Paul Celan (23. November 1920 - 20. April 1970)


Paul Celan, whose poetry is an attempt to come into terms with the reflexes of political inhumanity and bestialities of totalitarian regimes of his time, is considered one of the most challenging and demanding, but at the same time most important poets that ever appeared on the literary map of post-World War Europe.

Born to a German-speaking Jew family in Czernowitz, Bukovina that was at that time part of Romania, that is, earlier a part of the Austro-Hungarian Empire and today belongs to present-day Ukrain.


The inaccessibleness and inconvenience of his poetry are rooted not only in his deliberate thematic fogginess and hermetically personal vocabulary, but they were resulted also from his wayward handling with language and its syntax. German language that was the essential tool of his creative expression was also the language of those - the Nazis - who had killed his mother.
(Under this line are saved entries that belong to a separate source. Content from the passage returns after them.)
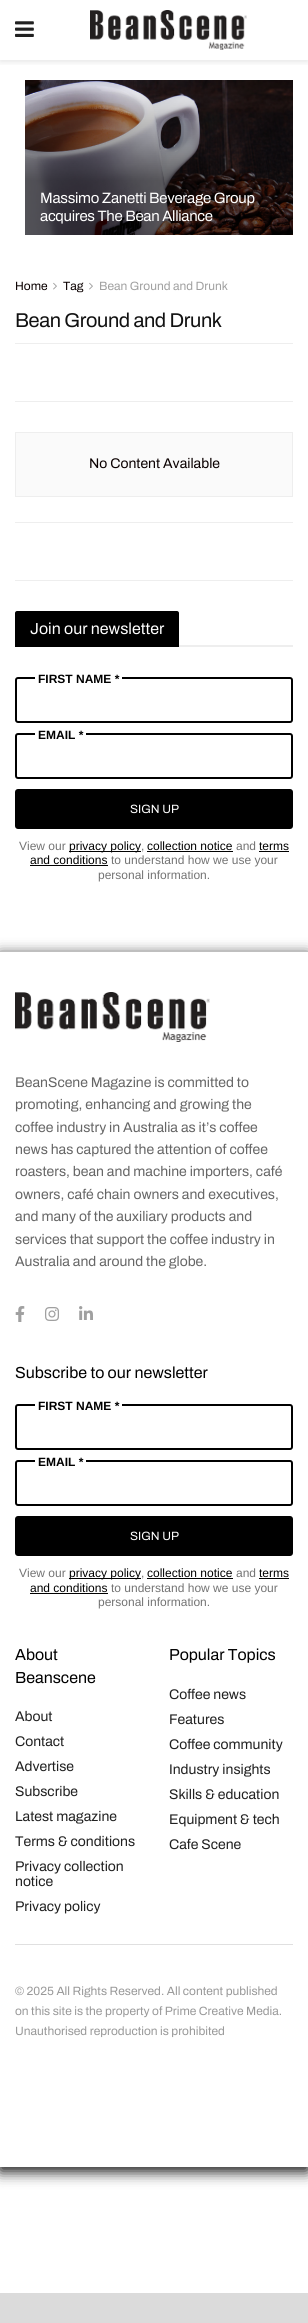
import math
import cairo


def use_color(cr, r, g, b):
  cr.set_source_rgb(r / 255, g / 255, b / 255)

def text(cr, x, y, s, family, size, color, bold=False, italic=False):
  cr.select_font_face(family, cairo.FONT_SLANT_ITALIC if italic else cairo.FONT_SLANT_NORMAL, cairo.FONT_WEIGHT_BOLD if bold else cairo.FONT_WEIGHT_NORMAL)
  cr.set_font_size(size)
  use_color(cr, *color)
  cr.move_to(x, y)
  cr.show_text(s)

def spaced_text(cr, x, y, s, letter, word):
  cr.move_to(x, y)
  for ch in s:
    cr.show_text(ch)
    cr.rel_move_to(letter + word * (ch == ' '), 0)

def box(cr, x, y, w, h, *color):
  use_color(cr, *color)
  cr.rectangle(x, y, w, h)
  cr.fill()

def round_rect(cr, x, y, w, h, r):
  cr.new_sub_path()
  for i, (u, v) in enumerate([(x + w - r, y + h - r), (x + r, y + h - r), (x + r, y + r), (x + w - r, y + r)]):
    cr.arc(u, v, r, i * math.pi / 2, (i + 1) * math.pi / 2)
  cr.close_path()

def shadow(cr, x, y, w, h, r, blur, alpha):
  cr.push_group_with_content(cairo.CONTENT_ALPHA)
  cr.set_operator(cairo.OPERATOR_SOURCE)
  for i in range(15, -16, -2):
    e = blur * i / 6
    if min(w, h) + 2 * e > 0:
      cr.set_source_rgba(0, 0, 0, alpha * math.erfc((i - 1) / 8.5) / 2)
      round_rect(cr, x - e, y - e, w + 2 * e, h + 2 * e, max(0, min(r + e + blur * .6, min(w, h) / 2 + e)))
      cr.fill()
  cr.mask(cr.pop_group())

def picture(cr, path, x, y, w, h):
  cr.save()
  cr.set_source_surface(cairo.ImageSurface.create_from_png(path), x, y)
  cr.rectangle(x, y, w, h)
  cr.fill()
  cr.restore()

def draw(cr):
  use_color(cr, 255, 255, 255)
  cr.paint()
  cr.save()
  cr.rectangle(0, 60, 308, 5)
  cr.clip()
  use_color(cr, 0, 0, 0)
  shadow(cr, 0, 2, 308, 60, 0, 3, 0.1)
  cr.restore()
  picture(cr, "img_01.png", 15, 21, 19, 16)
  picture(cr, "img_02.png", 90, 10, 157, 40)
  picture(cr, "img_03.png", 25, 80, 268, 155)
  picture(cr, "img_04.png", 53, 282, 4, 8)
  picture(cr, "img_04.png", 89, 282, 4, 8)
  box(cr, 15, 343, 278, 1, 238, 238, 238)
  box(cr, 15, 401, 278, 1, 238, 238, 238)
  use_color(cr, 250, 250, 250)
  cr.rectangle(15.5, 432.5, 277, 64)
  cr.fill_preserve()
  use_color(cr, 238, 238, 238)
  cr.set_line_width(1)
  cr.stroke()
  box(cr, 15, 522, 278, 1, 238, 238, 238)
  box(cr, 15, 580, 278, 1, 238, 238, 238)
  box(cr, 179, 645, 114, 2, 238, 238, 238)
  use_color(cr, 0, 0, 0)
  cr.new_path()
  cr.move_to(17, 611)
  cr.line_to(177, 611)
  cr.curve_to(178, 611, 179, 612, 179, 613)
  cr.line_to(179, 647)
  cr.line_to(15, 647)
  cr.line_to(15, 613)
  cr.curve_to(15, 612, 16, 611, 17, 611)
  cr.close_path()
  cr.fill()
  round_rect(cr, 16, 678, 276, 44, 2)
  cr.set_line_width(2)
  cr.stroke()
  box(cr, 35, 677, 87, 2, 255, 255, 255)
  round_rect(cr, 16, 734, 276, 44, 2)
  use_color(cr, 0, 0, 0)
  cr.stroke()
  box(cr, 35, 733, 51, 2, 255, 255, 255)
  use_color(cr, 0, 0, 0)
  round_rect(cr, 15, 789, 278, 40, 3)
  cr.fill()
  box(cr, 69, 851, 72, 1, 0, 0, 0)
  box(cr, 147, 851, 86, 1, 0, 0, 0)
  box(cr, 259, 851, 30, 1, 0, 0, 0)
  box(cr, 30, 865, 78, 1, 0, 0, 0)
  cr.save()
  cr.set_fill_rule(cairo.FILL_RULE_EVEN_ODD)
  cr.new_path()
  cr.move_to(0, 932)
  cr.line_to(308, 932)
  cr.line_to(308, 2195)
  cr.line_to(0, 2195)
  cr.close_path()
  cr.move_to(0, 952)
  cr.line_to(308, 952)
  cr.line_to(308, 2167)
  cr.line_to(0, 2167)
  cr.close_path()
  cr.clip()
  use_color(cr, 0, 0, 0)
  shadow(cr, 0, 956, 308, 1215, 0, 7.5, 1)
  cr.restore()
  picture(cr, "img_05.png", 15, 992, 195, 50)
  picture(cr, "img_06.png", 15, 1306, 10, 16)
  picture(cr, "img_07.png", 45, 1307, 14, 14)
  picture(cr, "img_08.png", 79, 1306, 14, 14)
  round_rect(cr, 16, 1405, 276, 44, 2)
  cr.stroke()
  box(cr, 35, 1404, 87, 2, 255, 255, 255)
  round_rect(cr, 16, 1461, 276, 44, 2)
  use_color(cr, 0, 0, 0)
  cr.stroke()
  box(cr, 35, 1460, 51, 2, 255, 255, 255)
  use_color(cr, 0, 0, 0)
  round_rect(cr, 15, 1516, 278, 40, 3)
  cr.fill()
  box(cr, 69, 1578, 72, 1, 0, 0, 0)
  box(cr, 147, 1578, 86, 1, 0, 0, 0)
  box(cr, 259, 1578, 30, 1, 0, 0, 0)
  box(cr, 30, 1593, 78, 1, 0, 0, 0)
  box(cr, 15, 1944, 278, 1, 224, 224, 224)
  box(cr, 0, 2293, 308, 30, 219, 219, 219)
  cr.select_font_face("Archivo SemiBold")
  cr.set_font_size(15)
  use_color(cr, 255, 255, 255)
  spaced_text(cr, 40, 203, "Massimo Zanetti Beverage Group", -0.3, 0)
  spaced_text(cr, 40, 221, "acquires The Bean Alliance", -0.3, 0)
  text(cr, 15, 290, "Home", "Archivo SemiBold", 12, (10, 0, 0))
  text(cr, 63, 290, "Tag", "Archivo SemiBold", 12, (10, 0, 0))
  text(cr, 99, 290, "Bean Ground and Drunk", "Archivo SemiBold", 12, (160, 160, 160))
  cr.set_font_size(20)
  use_color(cr, 17, 17, 17)
  spaced_text(cr, 15, 327, "Bean Ground and Drunk", -0.4, 0)
  text(cr, 89, 468, "No Content Available", "Archivo SemiBold", 14, (10, 0, 0))
  text(cr, 30, 634, "Join our newsletter", "Archivo SemiBold", 16, (255, 255, 255))
  text(cr, 38, 683, "FIRST NAME *", "Liberation Sans", 12, (0, 0, 0), bold=True)
  text(cr, 38, 739, "EMAIL *", "Liberation Sans", 12, (0, 0, 0), bold=True)
  text(cr, 130, 813, "SIGN UP", "Archivo SemiBold", 12, (255, 255, 255))
  text(cr, 19, 850, "View our", "Liberation Sans", 12, (115, 115, 115))
  text(cr, 69, 850, "privacy policy", "Liberation Sans", 12, (0, 0, 0))
  text(cr, 141, 850, ",", "Liberation Sans", 12, (115, 115, 115))
  text(cr, 147, 850, "collection notice", "Liberation Sans", 12, (0, 0, 0))
  text(cr, 236, 850, "and", "Liberation Sans", 12, (115, 115, 115))
  text(cr, 259, 850, "terms", "Liberation Sans", 12, (0, 0, 0))
  text(cr, 30, 864, "and conditions", "Liberation Sans", 12, (0, 0, 0))
  text(cr, 111, 864, "to understand how we use your", "Liberation Sans", 12, (115, 115, 115))
  text(cr, 98, 879, "personal information.", "Liberation Sans", 12, (115, 115, 115))
  text(cr, 15, 1087, "BeanScene Magazine is committed to", "Archivo SemiBold", 14, (102, 102, 102))
  text(cr, 15, 1109, "promoting, enhancing and growing the", "Archivo SemiBold", 14, (102, 102, 102))
  text(cr, 15, 1132, "coffee industry in Australia as it’s coffee", "Archivo SemiBold", 14, (102, 102, 102))
  text(cr, 15, 1154, "news has captured the attention of coffee", "Archivo SemiBold", 14, (102, 102, 102))
  text(cr, 15, 1176, "roasters, bean and machine importers, café", "Archivo SemiBold", 14, (102, 102, 102))
  text(cr, 15, 1199, "owners, café chain owners and executives,", "Archivo SemiBold", 14, (102, 102, 102))
  text(cr, 15, 1221, "and many of the auxiliary products and", "Archivo SemiBold", 14, (102, 102, 102))
  text(cr, 15, 1244, "services that support the coffee industry in", "Archivo SemiBold", 14, (102, 102, 102))
  text(cr, 15, 1266, "Australia and around the globe.", "Archivo SemiBold", 14, (102, 102, 102))
  text(cr, 15, 1378, "Subscribe to our newsletter", "Archivo SemiBold", 16, (0, 0, 0))
  text(cr, 38, 1410, "FIRST NAME *", "Liberation Sans", 12, (0, 0, 0), bold=True)
  text(cr, 38, 1466, "EMAIL *", "Liberation Sans", 12, (0, 0, 0), bold=True)
  text(cr, 130, 1540, "SIGN UP", "Archivo SemiBold", 12, (255, 255, 255))
  text(cr, 19, 1577, "View our", "Liberation Sans", 12, (115, 115, 115))
  text(cr, 69, 1577, "privacy policy", "Liberation Sans", 12, (0, 0, 0))
  text(cr, 141, 1577, ",", "Liberation Sans", 12, (115, 115, 115))
  text(cr, 147, 1577, "collection notice", "Liberation Sans", 12, (0, 0, 0))
  text(cr, 236, 1577, "and", "Liberation Sans", 12, (115, 115, 115))
  text(cr, 259, 1577, "terms", "Liberation Sans", 12, (0, 0, 0))
  text(cr, 30, 1592, "and conditions", "Liberation Sans", 12, (0, 0, 0))
  text(cr, 111, 1592, "to understand how we use your", "Liberation Sans", 12, (115, 115, 115))
  text(cr, 98, 1606, "personal information.", "Liberation Sans", 12, (115, 115, 115))
  text(cr, 15, 1660, "About", "Archivo SemiBold", 16, (0, 0, 0))
  text(cr, 15, 1683, "Beanscene", "Archivo SemiBold", 16, (0, 0, 0))
  text(cr, 15, 1721, "About", "Archivo SemiBold", 14, (33, 33, 33))
  text(cr, 15, 1746, "Contact", "Archivo SemiBold", 14, (33, 33, 33))
  text(cr, 15, 1771, "Advertise", "Archivo SemiBold", 14, (33, 33, 33))
  text(cr, 15, 1796, "Subscribe", "Archivo SemiBold", 14, (33, 33, 33))
  text(cr, 15, 1821, "Latest magazine", "Archivo SemiBold", 14, (33, 33, 33))
  text(cr, 15, 1846, "Terms & conditions", "Archivo SemiBold", 14, (33, 33, 33))
  text(cr, 15, 1871, "Privacy collection", "Archivo SemiBold", 14, (33, 33, 33))
  text(cr, 15, 1886, "notice", "Archivo SemiBold", 14, (33, 33, 33))
  text(cr, 15, 1911, "Privacy policy", "Archivo SemiBold", 14, (33, 33, 33))
  text(cr, 169, 1660, "Popular Topics", "Archivo SemiBold", 16, (0, 0, 0))
  text(cr, 169, 1699, "Coffee news", "Archivo SemiBold", 14, (33, 33, 33))
  text(cr, 169, 1724, "Features", "Archivo SemiBold", 14, (33, 33, 33))
  text(cr, 169, 1749, "Coffee community", "Archivo SemiBold", 14, (33, 33, 33))
  text(cr, 169, 1774, "Industry insights", "Archivo SemiBold", 14, (33, 33, 33))
  text(cr, 169, 1799, "Skills & education", "Archivo SemiBold", 14, (33, 33, 33))
  text(cr, 169, 1824, "Equipment & tech", "Archivo SemiBold", 14, (33, 33, 33))
  text(cr, 169, 1849, "Cafe Scene", "Archivo SemiBold", 14, (33, 33, 33))
  text(cr, 15, 1995, "© 2025 All Rights Reserved. All content published", "Archivo SemiBold", 12, (153, 153, 153))
  text(cr, 15, 2015, "on this site is the property of Prime Creative Media.", "Archivo SemiBold", 12, (153, 153, 153))
  text(cr, 15, 2035, "Unauthorised reproduction is prohibited", "Archivo SemiBold", 12, (153, 153, 153))


surface = cairo.ImageSurface(cairo.FORMAT_RGB24, 308, 2323)
cr = cairo.Context(surface)
options = cairo.FontOptions()
options.set_hint_metrics(cairo.HINT_METRICS_OFF)
options.set_hint_style(cairo.HINT_STYLE_NONE)
cr.set_font_options(options)
cr.set_miter_limit(4)
draw(cr)
surface.write_to_png("out.png")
Furthermore, this language was so much used “to justify political falsehood” and “massive distortions of history” so much poisoned with brutal political ideologies that its words ceased to give their full yield of meaning.


Celan is largely remembered by his masterpiece; Todesfuge (Death Fugue), the “finest single lament for the Jewish genocide”, one of his much anthologized poems.


Black milk of morning we drink you at dusk-time


we drink you at noontime and dawn-time we drink you at night


we drink and drink


we scoop out a grave in the sky where it’s roomy to lie


There’s a man in this house who cultivates snakes and who writes


who writes when it’s nightfall toward Deutschland your golden hair Margareta


he writes it and walks from the house and the stars all start flashing he whistles his


dogs to draw near


whistles his Jews to appear starts us scooping a grave out of sand


he commands us to play for the dance



(Death Fugue)


Later, he went beyond the experience of Holocaust and enfolded other subjects. His fresh imagery, personal symbols, recurrent references to esoteric Judaism, his anguish and agonised portrayal of dark times that he had to o through and, above all, his existential meaninglessness, ennui and profound sense of emptiness has a lasting appeal.

Count the Almonds,

count, what was bitter, watched for you,

count me in


(Count the Almonds)


Paul Celan died in Paris by throwing himself and thereby drowning the in river Seine.